In der Zusammenstellung von sogenannten Bildnisreihen, die im Idealfall bis in die Gegenwart
weitergeführt werden, vermittelt sich besonders eindringlich die Idee, dass die jeweilige Institution
eine Historie hat, aber auch in die Zukunft offen ist. Für alle Bildnisgalerien, die in solchen Musikinstitutionen eingerichtet wurden, gilt die Maxime: Ein Komponistenporträt kommt niemals allein. Die
regelrechte Porträtinflation, die hier augenfällig ist, konnte im Ausnahmefall auch einem einzigen
Komponisten zugutekommen. Nachdem Giuseppe Verdi in Mailand die »Casa di riposo per musicisti« gestiftet hatte, wurde er dort nicht nur begraben. Dem Wunsch des Testators gemäß hat man
für jedes der hundert Zimmer des Musikeraltenheims ein Bildnis des Stifters geordert, vor dem die Bewohner täglich den Rosenkranz zu beten hatten.
Die Illustration geschichtlicher Kontinuität ist auch in den Museen, in denen Komponistenporträts innerhalb eines breiteren Sammlungsprofils Aufnahme fanden, ein Grundanliegen. Ihm trat das
Ideal der Universalität zur Seite. Ein frühes und bedeutendes Beispiel für eine Sammlung universellen
Anspruchs ist die Kunst- und Wunderkammer auf Schloss Ambras, die im späten 16. Jahrhundert eingerichtet wurde. Für sie ist zum Beispiel eine Fassung des berühmten Porträts von Claudio Monteverdi dokumentiert.

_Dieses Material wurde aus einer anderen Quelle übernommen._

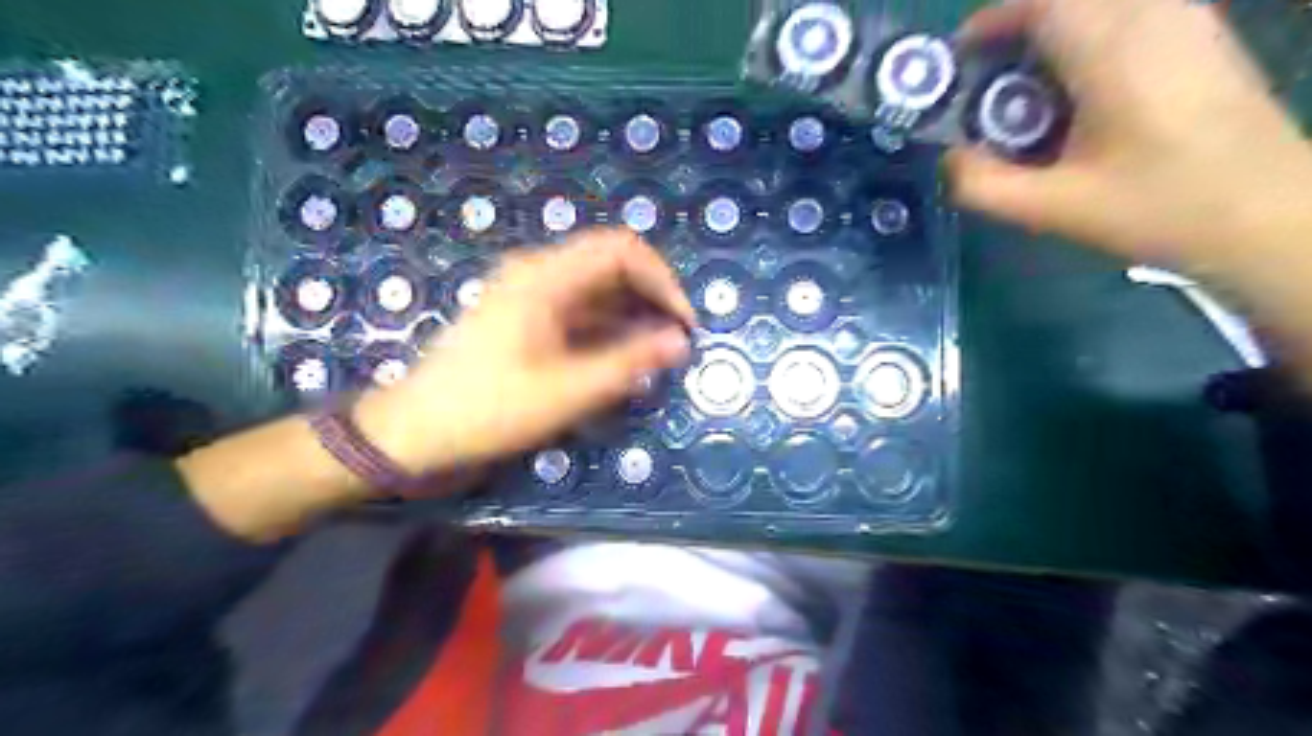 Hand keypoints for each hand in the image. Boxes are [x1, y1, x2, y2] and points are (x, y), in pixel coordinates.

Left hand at [347, 229, 694, 483]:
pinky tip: (622, 357)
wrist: (414, 431)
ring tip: (655, 353)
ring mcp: (528, 293)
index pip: (622, 249)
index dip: (662, 279)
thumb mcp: (567, 391)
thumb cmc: (489, 410)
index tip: (683, 323)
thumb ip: (628, 363)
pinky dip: (607, 327)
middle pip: (611, 263)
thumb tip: (680, 341)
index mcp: (545, 277)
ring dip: (631, 313)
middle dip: (651, 296)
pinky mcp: (524, 316)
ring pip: (596, 287)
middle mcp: (537, 272)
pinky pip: (578, 308)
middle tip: (675, 340)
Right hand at [944, 0, 1311, 266]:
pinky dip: (1089, 39)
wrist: (1268, 214)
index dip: (992, 20)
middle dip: (1018, 28)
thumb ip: (983, 186)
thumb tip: (947, 161)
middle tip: (987, 80)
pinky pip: (1131, 15)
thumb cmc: (1157, 208)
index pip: (1043, 2)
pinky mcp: (1203, 37)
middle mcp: (1154, 16)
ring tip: (1027, 90)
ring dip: (1054, 33)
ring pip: (1103, 4)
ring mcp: (1187, 20)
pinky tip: (1079, 93)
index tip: (959, 56)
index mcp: (1113, 50)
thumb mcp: (1053, 209)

Der Systematik solcher frühen Museen entsprechend, waren in der Ambraser
Kunst- und Wunderkammer höchst unterschiedliche Sammlungskomplexe zusammengeführt. Wunderliche Hervorbringungen der Natur fanden sich neben kunstvoll hergestellten Artefakten, neben naturwissenschaftlichen und musikalischen Instrumenten, Büchern, Stichen und Gemälden. In diesem
universellen Kosmos aller denkbaren Hervorbringungen der Menschheit und der Natur veranschaulichten die Komponistenporträts zusammen mit den Instrumenten die »Musica« als eine der Künste.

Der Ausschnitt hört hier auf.